When sea levels rise, so does your rent

when sea levels rise, so does your rent

Renita Holmes has been displaced four times in the past three years by rising rents

With sea levels rising around the globe, Miami, in the US state of Florida, is facing an urgent need to adapt. As property investors turn their gaze inland, away from the exclusive low-lying beach area, residents in one poorer neighbourhood further above sea level say rising rents are forcing them out.

“It’s a beautiful place, and developers are selling this tropical lifestyle,” says housing activist Renita Holmes.

“So, they build up and everybody moves to Miami, and we get moved out.”

Ms Holmes lives in Little Haiti, a neighbourhood situated five miles inland from the luxurious Miami Beach.

Walking through the area’s colourful streets you will hear Creole being spoken as you breathe in the rich smells of Caribbean cooking.

“I love Little Haiti because it still has that swampy appearance, it still has trees and vines,” says Ms Holmes.

“The Haitian community and the culture are vibrant.
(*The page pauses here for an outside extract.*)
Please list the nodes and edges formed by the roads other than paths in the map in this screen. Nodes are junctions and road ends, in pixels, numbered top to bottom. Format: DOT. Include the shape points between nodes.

I saw people that were beautiful, tasteful and talented, and now it’s my home too, and I love it.”


when sea levels rise, so does your rent

Little Haiti is a vibrant community known for its bright, colourful murals

Little Haiti’s poverty rate is higher than average for the city of Miami, and household incomes are mostly well below the median.

Racial segregation laws in the first half of the 20th Century, and the forced relocation of some minorities, made neighbourhoods like Little Haiti a refuge for diverse and poor communities.
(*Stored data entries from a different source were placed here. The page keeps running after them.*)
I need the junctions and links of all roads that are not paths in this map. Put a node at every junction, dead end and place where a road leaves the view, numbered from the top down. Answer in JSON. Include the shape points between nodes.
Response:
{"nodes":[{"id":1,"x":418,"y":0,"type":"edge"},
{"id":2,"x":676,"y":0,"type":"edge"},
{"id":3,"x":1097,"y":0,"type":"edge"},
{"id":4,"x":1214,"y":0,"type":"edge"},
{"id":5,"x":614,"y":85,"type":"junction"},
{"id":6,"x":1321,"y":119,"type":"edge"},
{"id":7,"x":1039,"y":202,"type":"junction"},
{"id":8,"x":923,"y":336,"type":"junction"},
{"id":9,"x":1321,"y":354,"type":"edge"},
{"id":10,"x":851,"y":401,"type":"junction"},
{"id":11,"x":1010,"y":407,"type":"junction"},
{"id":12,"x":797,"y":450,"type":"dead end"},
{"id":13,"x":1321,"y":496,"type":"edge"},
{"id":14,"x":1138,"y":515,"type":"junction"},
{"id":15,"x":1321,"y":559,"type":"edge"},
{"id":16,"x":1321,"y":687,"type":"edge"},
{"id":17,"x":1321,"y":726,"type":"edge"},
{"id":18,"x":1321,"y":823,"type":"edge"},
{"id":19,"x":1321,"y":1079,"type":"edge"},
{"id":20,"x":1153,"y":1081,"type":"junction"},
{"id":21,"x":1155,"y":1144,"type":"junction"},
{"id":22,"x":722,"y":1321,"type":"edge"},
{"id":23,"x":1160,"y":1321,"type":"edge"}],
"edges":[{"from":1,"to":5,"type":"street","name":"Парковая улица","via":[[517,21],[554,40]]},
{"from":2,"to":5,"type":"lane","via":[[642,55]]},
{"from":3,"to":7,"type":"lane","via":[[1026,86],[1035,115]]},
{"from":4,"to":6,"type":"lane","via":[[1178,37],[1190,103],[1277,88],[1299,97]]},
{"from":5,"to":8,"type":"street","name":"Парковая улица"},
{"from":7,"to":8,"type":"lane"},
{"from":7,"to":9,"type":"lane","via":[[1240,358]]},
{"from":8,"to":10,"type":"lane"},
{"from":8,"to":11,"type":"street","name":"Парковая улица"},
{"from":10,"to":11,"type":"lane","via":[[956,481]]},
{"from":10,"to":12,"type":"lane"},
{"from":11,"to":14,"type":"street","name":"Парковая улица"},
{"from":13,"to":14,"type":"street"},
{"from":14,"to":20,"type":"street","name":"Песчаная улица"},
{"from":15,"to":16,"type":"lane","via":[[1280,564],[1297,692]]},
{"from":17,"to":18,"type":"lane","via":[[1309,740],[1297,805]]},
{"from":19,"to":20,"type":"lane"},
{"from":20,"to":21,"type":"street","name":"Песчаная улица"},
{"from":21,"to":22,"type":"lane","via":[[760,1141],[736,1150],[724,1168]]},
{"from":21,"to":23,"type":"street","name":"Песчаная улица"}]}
However, the neighbourhood’s proximity to hip bars and restaurants in the nearby Design District and Wynwood now make it enticing for developers.

Entrepreneur Tony Cho, who developed parts of Wynwood, turned his attention to Little Haiti, drawing up plans for a $1bn (£792m) high-rise development called Magic City on 18 acres of land, which received planning permission in 2019.
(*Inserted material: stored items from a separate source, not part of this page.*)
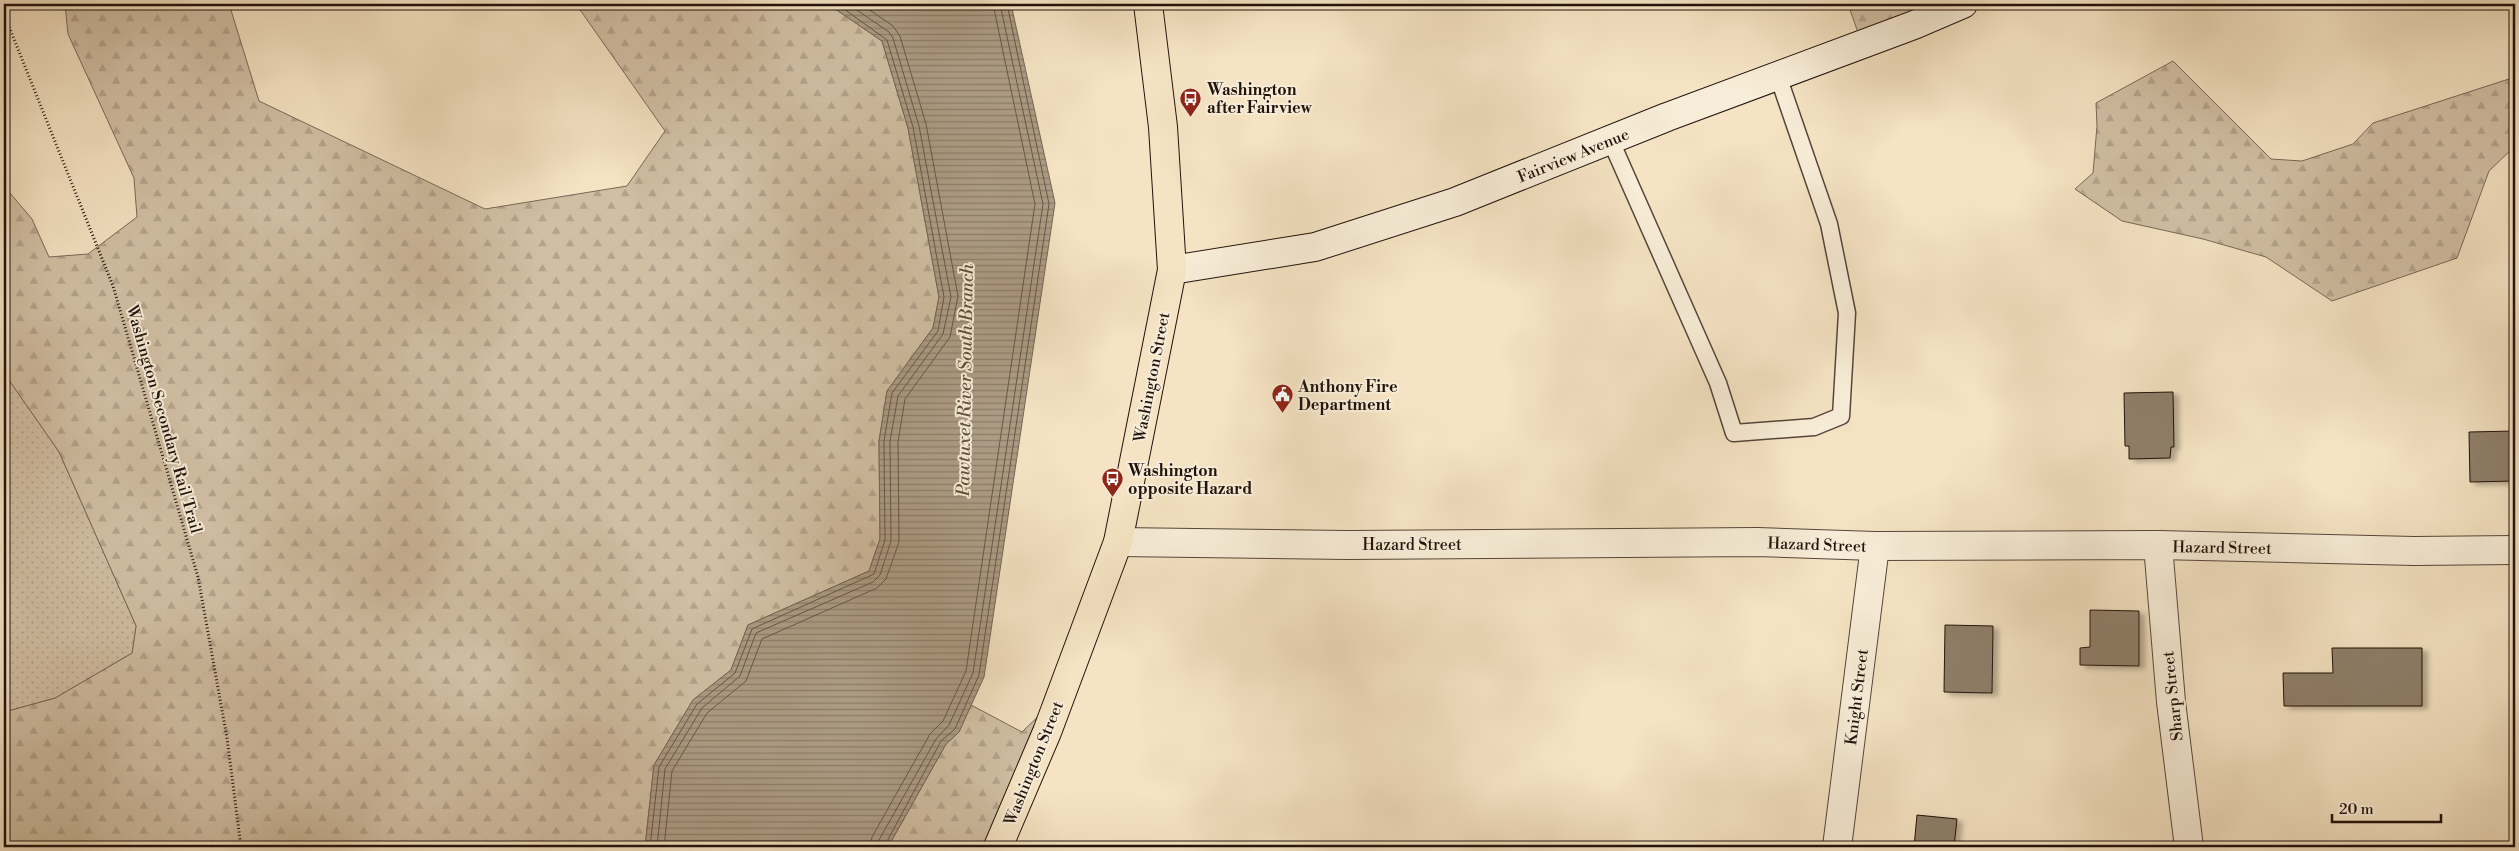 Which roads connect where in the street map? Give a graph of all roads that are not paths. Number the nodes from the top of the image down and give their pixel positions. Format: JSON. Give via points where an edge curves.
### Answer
{"nodes":[{"id":1,"x":1148,"y":4,"type":"edge"},
{"id":2,"x":1963,"y":4,"type":"edge"},
{"id":3,"x":1778,"y":76,"type":"junction"},
{"id":4,"x":1610,"y":139,"type":"junction"},
{"id":5,"x":1172,"y":270,"type":"junction"},
{"id":6,"x":1118,"y":542,"type":"junction"},
{"id":7,"x":2158,"y":545,"type":"junction"},
{"id":8,"x":1875,"y":546,"type":"junction"},
{"id":9,"x":2515,"y":550,"type":"edge"},
{"id":10,"x":998,"y":847,"type":"edge"},
{"id":11,"x":1838,"y":847,"type":"edge"},
{"id":12,"x":2189,"y":847,"type":"edge"}],
"edges":[{"from":1,"to":5,"type":"main road","name":"Washington Street","via":[[1163,127]]},
{"from":2,"to":3,"type":"street","name":"Fairview Avenue"},
{"from":3,"to":4,"type":"street","name":"Fairview Avenue"},
{"from":3,"to":4,"type":"lane","via":[[1829,224],[1847,313],[1841,416],[1814,427],[1734,433],[1718,383]]},
{"from":4,"to":5,"type":"street","name":"Fairview Avenue","via":[[1455,202],[1315,246]]},
{"from":5,"to":6,"type":"main road","name":"Washington Street"},
{"from":6,"to":8,"type":"street","name":"Hazard Street","via":[[1357,545],[1757,542]]},
{"from":6,"to":10,"type":"main road","name":"Washington Street","via":[[1047,732]]},
{"from":7,"to":8,"type":"street","name":"Hazard Street"},
{"from":7,"to":9,"type":"street","name":"Hazard Street","via":[[2414,552]]},
{"from":7,"to":12,"type":"street","name":"Sharp Street","via":[[2171,702]]},
{"from":8,"to":11,"type":"street","name":"Knight Street"}]}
Residents say they soon felt the effect in their pockets.

Reina Cartagena, who owns Adelita’s Cafe on NE 2nd Ave, one of Little Haiti’s main roads, says her rent has doubled in less than a year.

Many of her customers have relocated to different parts of the US, she says, and she is considering doing the same. Numerous other businesses in the street have already closed.

“I feel like I’m going to be displaced. The rent is very, very high and I’m not making ends meet.”

when sea levels rise, so does your rent

Developer Tony Cho was behind the Magic City Innovation District project

Renita Holmes says her rent too has risen, increasing from $1,200 to $1,800 per month in the past three years.

“Land development is in, people development is out,” she says.

“The bottom line is always money. Buy cheap, sell high, and so it causes us to be gentrified.”

A $31m fund from the Magic City development is being set aside to finance affordable housing and other public benefits in Little Haiti, but many residents remain opposed to plans to build skyscrapers in a neighbourhood where most buildings do not exceed two storeys.

High ground

Another potential attraction of Little Haiti is its location on a limestone ridge about 18ft (5.5m) above sea level. This makes it more than four times higher than Miami Beach, which risks being flooded if sea levels continue to rise, and steps are not taken to keep the water out.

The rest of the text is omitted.